■ **Records to process**:
---

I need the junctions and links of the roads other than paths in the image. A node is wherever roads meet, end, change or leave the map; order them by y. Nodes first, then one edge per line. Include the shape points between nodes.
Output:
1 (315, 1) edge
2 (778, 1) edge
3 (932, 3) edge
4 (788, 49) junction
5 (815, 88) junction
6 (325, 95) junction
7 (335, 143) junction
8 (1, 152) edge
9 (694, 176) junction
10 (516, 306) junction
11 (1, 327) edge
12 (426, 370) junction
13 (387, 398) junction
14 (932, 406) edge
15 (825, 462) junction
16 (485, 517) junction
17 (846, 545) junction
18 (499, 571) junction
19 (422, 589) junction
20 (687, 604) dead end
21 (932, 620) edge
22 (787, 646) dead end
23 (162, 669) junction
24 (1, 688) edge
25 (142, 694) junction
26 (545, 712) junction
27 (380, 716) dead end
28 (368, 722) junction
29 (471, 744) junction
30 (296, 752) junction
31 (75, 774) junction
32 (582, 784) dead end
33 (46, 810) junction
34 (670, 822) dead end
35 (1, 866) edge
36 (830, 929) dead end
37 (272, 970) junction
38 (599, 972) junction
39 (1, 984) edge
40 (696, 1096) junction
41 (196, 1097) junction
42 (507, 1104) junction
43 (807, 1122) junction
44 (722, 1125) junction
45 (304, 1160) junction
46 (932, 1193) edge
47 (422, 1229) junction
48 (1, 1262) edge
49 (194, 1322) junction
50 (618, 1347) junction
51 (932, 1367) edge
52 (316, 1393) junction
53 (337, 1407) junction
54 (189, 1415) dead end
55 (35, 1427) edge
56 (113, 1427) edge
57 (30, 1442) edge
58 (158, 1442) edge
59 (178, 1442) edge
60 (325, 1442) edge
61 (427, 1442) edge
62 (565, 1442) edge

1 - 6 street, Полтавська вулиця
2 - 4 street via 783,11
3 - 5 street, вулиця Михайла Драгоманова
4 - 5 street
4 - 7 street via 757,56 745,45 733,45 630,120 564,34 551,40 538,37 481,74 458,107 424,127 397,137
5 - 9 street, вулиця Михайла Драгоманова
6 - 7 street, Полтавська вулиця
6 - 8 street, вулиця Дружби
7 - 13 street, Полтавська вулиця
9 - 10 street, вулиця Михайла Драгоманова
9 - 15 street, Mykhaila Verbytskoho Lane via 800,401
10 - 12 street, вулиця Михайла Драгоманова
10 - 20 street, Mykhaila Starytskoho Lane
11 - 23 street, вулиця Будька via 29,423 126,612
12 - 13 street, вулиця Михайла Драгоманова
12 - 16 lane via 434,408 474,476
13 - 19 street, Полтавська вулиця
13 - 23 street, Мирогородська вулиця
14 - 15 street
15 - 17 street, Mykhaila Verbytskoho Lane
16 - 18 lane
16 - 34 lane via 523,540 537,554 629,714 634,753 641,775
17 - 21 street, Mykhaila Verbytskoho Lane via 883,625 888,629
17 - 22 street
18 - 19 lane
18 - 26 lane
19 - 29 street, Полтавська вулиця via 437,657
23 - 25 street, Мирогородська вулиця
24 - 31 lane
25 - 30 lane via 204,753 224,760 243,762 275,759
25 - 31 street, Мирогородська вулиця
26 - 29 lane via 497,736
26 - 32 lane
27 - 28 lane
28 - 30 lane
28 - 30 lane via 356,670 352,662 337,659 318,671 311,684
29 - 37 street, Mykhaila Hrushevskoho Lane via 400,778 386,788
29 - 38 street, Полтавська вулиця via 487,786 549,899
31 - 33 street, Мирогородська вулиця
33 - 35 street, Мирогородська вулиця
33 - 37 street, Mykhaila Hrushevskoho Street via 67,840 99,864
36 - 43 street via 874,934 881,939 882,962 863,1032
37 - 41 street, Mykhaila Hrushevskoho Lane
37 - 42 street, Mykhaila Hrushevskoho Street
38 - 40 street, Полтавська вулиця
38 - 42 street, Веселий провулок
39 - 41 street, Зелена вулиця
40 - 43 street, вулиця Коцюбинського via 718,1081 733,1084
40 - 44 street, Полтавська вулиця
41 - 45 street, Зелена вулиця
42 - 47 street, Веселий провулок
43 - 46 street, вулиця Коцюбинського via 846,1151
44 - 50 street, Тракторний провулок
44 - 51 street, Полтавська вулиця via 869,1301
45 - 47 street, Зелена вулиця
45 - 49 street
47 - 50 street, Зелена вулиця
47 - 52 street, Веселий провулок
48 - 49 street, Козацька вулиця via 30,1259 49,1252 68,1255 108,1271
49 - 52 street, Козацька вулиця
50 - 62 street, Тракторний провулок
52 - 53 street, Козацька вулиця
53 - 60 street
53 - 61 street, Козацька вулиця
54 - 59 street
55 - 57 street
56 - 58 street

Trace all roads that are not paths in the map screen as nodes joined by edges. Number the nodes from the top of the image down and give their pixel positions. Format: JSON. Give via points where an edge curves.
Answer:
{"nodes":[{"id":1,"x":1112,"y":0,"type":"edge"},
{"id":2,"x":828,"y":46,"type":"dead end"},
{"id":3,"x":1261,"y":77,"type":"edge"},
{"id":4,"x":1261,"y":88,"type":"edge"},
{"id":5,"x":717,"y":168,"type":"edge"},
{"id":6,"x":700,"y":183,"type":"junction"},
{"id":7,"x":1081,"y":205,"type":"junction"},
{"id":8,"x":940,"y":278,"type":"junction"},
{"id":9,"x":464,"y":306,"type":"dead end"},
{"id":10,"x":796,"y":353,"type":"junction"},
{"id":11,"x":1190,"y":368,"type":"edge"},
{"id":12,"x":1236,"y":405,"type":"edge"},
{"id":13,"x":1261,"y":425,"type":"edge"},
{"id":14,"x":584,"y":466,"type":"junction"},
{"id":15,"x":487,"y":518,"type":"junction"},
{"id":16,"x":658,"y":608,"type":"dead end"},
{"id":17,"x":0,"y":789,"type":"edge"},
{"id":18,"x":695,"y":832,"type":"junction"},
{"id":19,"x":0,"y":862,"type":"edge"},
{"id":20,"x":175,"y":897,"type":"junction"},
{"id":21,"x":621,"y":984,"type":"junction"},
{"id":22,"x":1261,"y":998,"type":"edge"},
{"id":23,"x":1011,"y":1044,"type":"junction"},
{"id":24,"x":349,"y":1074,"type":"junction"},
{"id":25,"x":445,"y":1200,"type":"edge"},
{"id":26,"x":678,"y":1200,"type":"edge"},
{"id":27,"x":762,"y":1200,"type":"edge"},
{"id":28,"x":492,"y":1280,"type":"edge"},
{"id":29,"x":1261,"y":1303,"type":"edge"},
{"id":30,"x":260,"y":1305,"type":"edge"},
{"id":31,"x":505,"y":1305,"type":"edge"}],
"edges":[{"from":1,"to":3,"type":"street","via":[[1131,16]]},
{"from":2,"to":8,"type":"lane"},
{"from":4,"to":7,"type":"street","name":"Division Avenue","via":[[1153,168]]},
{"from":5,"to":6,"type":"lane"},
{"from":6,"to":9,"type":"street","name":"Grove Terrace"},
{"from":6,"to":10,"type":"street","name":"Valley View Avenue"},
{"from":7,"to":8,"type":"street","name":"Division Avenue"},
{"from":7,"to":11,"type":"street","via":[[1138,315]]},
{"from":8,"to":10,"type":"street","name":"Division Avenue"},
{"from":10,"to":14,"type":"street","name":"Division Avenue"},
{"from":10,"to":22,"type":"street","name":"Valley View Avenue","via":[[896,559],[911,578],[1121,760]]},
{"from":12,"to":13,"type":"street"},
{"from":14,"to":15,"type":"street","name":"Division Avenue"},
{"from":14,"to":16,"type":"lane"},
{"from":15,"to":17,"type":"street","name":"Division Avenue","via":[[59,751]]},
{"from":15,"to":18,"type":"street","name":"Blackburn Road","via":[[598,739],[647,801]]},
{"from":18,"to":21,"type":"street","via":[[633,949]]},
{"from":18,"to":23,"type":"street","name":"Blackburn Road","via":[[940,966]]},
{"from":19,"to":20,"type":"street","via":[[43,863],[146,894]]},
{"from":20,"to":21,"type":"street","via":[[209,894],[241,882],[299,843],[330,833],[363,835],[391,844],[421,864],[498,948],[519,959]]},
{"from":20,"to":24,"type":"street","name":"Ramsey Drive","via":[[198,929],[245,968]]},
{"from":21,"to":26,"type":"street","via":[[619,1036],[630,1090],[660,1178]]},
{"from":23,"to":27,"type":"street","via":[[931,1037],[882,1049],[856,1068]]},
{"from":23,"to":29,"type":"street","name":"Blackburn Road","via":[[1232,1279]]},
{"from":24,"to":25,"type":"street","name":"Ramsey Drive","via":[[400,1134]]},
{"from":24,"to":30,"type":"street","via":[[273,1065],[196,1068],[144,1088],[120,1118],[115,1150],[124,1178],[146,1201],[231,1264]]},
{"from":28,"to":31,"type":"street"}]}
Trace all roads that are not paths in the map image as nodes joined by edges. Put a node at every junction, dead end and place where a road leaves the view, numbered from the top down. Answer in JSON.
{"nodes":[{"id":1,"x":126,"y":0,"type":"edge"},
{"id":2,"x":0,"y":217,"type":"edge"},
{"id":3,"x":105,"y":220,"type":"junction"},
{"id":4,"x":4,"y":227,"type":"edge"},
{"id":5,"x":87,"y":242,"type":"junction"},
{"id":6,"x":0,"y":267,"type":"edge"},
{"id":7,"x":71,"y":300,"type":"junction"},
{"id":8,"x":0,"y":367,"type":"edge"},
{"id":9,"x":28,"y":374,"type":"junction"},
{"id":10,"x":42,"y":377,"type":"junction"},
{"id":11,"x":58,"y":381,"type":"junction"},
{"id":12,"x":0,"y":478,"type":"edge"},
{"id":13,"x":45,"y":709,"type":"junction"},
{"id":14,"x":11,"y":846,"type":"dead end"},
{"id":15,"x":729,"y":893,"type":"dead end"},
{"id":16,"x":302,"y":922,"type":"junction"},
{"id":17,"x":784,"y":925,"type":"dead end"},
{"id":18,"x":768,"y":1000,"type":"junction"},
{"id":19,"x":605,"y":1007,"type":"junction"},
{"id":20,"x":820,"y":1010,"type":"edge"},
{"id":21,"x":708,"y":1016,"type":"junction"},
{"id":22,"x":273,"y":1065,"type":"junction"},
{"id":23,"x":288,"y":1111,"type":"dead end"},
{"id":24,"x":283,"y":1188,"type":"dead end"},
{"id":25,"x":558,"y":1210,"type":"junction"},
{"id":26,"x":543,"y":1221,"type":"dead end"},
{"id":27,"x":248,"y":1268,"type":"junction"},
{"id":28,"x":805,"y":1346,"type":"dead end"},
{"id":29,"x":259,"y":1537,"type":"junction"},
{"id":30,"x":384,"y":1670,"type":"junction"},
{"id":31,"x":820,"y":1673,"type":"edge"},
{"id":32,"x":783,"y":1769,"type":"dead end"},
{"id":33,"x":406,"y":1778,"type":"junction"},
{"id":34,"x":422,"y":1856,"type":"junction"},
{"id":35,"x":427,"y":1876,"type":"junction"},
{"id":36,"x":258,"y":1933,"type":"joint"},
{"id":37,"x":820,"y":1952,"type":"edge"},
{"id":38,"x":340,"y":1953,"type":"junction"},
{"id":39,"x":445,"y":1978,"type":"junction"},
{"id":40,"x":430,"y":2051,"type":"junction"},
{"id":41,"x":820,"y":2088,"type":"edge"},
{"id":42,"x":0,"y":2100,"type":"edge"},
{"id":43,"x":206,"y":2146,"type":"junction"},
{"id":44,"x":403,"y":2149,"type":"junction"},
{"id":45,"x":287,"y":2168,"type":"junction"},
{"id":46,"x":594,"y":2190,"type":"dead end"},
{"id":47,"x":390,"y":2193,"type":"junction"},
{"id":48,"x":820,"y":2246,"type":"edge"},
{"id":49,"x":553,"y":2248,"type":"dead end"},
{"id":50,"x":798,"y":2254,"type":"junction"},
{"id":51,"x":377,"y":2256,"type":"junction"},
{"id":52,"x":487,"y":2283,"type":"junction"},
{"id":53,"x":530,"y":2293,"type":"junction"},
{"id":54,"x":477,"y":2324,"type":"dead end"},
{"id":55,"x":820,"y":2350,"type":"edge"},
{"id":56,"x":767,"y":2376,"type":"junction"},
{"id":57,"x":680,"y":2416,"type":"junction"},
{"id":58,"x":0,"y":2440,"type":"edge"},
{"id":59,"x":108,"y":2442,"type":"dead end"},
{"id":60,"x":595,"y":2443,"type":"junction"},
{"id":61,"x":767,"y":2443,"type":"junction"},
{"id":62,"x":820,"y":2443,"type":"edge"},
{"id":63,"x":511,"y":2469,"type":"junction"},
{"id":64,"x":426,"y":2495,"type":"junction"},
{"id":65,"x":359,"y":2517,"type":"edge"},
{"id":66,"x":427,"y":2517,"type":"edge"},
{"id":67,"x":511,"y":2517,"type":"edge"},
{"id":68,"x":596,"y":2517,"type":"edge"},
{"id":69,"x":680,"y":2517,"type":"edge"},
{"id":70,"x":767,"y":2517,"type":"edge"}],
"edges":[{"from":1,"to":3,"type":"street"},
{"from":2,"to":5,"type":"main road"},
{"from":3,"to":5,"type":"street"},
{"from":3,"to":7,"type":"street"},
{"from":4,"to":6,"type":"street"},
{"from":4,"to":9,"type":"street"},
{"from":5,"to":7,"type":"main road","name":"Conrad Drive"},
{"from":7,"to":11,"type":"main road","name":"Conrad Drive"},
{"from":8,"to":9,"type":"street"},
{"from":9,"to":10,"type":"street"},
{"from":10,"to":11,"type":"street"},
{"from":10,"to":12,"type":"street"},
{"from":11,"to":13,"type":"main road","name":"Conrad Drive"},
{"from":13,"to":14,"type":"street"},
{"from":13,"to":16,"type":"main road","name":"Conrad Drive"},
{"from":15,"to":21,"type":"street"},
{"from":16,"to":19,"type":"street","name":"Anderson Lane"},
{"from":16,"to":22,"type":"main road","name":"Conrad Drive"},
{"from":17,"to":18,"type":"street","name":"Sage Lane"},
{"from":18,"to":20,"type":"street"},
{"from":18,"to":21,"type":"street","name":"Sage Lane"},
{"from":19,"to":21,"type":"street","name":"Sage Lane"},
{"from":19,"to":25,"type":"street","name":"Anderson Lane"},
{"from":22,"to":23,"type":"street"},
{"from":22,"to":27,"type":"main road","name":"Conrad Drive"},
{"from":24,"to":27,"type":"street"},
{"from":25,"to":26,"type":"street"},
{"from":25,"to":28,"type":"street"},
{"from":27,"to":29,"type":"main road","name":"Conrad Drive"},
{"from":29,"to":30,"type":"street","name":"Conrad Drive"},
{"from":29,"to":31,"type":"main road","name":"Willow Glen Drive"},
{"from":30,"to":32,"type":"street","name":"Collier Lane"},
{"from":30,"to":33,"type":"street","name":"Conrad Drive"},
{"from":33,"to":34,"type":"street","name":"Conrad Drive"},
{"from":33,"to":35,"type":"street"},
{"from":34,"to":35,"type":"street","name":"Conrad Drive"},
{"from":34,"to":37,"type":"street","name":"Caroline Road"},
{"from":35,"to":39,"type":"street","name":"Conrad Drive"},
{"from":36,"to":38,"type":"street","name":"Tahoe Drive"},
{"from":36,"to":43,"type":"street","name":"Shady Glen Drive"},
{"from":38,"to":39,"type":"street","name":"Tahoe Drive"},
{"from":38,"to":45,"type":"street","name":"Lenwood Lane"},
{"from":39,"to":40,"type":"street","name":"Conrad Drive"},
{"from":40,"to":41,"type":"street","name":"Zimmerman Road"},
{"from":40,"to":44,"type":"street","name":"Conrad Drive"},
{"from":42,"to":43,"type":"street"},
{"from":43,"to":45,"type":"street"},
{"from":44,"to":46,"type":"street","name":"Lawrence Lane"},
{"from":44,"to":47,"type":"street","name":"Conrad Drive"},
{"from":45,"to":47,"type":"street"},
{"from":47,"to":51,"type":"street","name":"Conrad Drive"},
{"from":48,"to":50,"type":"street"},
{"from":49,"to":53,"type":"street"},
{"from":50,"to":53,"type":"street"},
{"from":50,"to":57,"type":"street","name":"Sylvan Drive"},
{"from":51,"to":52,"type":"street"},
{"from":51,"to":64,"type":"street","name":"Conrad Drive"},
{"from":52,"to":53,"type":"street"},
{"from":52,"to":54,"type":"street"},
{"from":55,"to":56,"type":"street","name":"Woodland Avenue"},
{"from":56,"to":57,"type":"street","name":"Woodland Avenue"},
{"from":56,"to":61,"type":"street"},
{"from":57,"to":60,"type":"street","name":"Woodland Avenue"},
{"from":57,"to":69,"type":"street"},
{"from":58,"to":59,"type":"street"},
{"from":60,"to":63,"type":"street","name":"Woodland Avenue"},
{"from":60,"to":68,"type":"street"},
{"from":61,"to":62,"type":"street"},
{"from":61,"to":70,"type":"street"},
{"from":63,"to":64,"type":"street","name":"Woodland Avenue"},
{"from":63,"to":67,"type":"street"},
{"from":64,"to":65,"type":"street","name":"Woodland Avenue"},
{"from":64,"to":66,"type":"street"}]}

---

■ **Directions**:
Could you copy each line from the listing that has the word "Sage" in it?

■ **Exercise output**:
{"from":17,"to":18,"type":"street","name":"Sage Lane"},
{"from":18,"to":21,"type":"street","name":"Sage Lane"},
{"from":19,"to":21,"type":"street","name":"Sage Lane"},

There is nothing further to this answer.